Bhavnagar is a city in the Bhavnagar district of the Saurashtra region of Gujarat, a state of India. It was founded in 1723 by Bhavsinhji Takhtasinhji Gohil (1703–1764). It was the capital of Bhavnagar State, which was a princely state before it was merged into the Indian Union in 1948. It is now the administrative headquarters of the Bhavnagar district.

Bhavnagar is situated 190 kilometres away from the state capital Gandhinagar and to the west of the Gulf of Khambhat. It has always been an important city for trade with many large and small scale industries along with the world's largest ship breaking yard, Alang which is located 50 kilometres away. Bhavnagar is also famous for its version of the popular Gujarati snack 'Ganthiya' and 'Jalebi'.

History

The Gohil Rajput of the Suryavanshi clan faced severe competition in Marwar. Around 1260 AD, they moved down to the Gujarat's coastal area and established three capitals: Sejakpur (now Ranpur), Umrala, and Sihor. Sejakpur was founded in 1194.

In 1722–1723, the forces led by Khanthaji Kadani and Maratha Pilaji Gaekwad attempted to raid Sihor but were repelled by Maharajah Bhavsinhji Gohil. After the war, Bhavsinhji realized the reason for repeated attack was the location of Sihor. In 1723, he established a new capital near Vadva village, 20 km away from Sihor, and named it Bhavnagar after himself. It was a carefully chosen strategic location because of its potential for maritime trade. Naturally, Bhavnagar became the capital of Bhavnagar State. In 1807, Bhavnagar State became a British protectorate.

The old town of Bhavnagar was a fortified town with gates leading to other important regional towns. It remained a major port for almost two centuries, trading commodities with Mozambique, Zanzibar, Singapore, and the Persian Gulf.

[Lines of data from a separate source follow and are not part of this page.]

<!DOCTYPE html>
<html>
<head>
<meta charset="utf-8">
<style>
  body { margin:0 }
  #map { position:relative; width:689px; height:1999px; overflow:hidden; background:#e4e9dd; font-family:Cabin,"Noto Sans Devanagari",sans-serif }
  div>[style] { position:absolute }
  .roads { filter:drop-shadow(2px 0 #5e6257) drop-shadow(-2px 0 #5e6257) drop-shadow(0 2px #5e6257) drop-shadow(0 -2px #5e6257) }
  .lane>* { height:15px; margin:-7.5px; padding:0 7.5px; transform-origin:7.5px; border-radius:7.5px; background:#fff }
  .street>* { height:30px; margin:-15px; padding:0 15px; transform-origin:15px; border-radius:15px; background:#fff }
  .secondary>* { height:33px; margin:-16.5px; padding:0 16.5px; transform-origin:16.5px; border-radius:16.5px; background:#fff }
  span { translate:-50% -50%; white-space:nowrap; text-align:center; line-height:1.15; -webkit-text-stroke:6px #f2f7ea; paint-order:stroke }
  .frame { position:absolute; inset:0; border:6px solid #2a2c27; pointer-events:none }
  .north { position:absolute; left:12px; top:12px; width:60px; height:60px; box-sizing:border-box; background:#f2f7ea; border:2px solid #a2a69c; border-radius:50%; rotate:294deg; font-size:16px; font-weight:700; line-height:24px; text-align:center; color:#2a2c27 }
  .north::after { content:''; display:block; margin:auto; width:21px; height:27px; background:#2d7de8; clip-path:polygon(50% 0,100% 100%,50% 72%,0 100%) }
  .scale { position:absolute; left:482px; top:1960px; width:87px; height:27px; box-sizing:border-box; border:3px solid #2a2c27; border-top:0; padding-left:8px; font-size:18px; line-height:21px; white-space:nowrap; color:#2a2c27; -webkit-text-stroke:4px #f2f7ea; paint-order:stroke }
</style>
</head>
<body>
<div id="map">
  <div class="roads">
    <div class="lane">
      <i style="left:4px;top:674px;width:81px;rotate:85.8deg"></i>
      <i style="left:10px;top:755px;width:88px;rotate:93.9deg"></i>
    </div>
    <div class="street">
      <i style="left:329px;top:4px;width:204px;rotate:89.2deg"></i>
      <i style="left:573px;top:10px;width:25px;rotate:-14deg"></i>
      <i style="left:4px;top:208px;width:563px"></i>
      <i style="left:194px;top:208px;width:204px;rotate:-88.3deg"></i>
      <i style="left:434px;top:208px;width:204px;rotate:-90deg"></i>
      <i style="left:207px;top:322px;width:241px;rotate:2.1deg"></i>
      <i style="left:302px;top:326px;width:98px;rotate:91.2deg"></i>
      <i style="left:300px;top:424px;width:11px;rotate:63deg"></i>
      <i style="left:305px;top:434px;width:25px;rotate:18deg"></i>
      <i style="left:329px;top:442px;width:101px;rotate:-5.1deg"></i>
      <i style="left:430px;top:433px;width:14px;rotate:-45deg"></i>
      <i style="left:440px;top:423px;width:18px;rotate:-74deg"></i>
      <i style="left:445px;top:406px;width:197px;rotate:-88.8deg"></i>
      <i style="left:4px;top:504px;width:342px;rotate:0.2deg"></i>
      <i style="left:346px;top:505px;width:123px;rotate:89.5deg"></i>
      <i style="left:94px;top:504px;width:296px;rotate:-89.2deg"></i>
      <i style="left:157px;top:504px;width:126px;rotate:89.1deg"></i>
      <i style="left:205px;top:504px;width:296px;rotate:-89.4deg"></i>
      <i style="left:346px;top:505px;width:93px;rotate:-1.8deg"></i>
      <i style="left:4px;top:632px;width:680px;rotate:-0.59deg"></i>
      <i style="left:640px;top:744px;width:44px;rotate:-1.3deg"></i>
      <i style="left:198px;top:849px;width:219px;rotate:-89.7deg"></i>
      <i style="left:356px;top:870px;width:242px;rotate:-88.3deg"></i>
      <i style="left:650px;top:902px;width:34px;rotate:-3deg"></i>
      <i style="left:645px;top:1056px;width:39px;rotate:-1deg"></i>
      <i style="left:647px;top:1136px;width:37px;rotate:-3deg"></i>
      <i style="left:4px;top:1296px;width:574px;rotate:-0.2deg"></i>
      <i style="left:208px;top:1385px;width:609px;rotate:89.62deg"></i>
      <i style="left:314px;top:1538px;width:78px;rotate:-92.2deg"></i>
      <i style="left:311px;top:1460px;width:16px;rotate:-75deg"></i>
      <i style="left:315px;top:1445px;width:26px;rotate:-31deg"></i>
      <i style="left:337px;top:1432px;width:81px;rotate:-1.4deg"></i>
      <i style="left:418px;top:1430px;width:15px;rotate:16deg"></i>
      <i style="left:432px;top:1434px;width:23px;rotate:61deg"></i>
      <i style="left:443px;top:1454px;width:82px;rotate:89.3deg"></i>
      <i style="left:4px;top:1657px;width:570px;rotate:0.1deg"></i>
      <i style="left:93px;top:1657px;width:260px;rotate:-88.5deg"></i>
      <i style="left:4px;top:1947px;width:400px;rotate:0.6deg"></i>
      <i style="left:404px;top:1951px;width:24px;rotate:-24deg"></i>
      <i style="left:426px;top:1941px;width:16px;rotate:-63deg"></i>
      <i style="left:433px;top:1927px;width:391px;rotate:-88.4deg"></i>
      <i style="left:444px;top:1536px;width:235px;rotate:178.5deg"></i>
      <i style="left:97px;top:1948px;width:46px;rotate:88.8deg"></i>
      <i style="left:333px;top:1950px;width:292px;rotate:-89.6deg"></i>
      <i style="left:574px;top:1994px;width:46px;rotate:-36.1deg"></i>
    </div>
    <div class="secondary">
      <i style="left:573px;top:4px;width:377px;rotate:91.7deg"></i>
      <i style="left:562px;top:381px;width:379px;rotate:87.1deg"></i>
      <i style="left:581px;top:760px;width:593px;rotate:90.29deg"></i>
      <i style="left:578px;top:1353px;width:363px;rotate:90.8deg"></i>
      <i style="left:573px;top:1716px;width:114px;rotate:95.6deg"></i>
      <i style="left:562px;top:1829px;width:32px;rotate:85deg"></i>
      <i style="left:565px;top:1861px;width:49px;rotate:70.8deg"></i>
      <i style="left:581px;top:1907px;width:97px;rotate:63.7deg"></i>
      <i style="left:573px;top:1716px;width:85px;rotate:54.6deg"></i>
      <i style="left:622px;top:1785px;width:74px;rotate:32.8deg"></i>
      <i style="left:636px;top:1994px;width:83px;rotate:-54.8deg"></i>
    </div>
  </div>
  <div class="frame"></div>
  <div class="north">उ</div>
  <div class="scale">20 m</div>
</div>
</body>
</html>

Bhavsinhji ensured that Bhavnagar is benefited from the revenue that was brought in from maritime trade, which was monopolized by Surat and Cambay. As the castle of Surat was under the control of the Siddis of Janjira, Bhavsinhji brokered an agreement with them, giving the Sidis 1.25% of the revenue by Bhavnagar port. Bhavsinhji entered into a similar agreement with the British when they took over Surat in 1856. Whilst Bhavsinhji was in power, Bhavnagar grew from a small chieftainship to a considerably important state. This was due to the addition of new territories as well as the income provided by maritime trade. Bhavsinhji's successors continued to encourage maritime trade through Bhavnagar port, recognizing its importance to the state. The territory was further expanded by Bhavsinhji's grandson, Vakhatsinhji Gohil, when he took possession of lands belonging to Kolis and Kathis, obtained Rajula from the Navab Saheb Ahmad Khan, and merged Ghogha Taluka into the state.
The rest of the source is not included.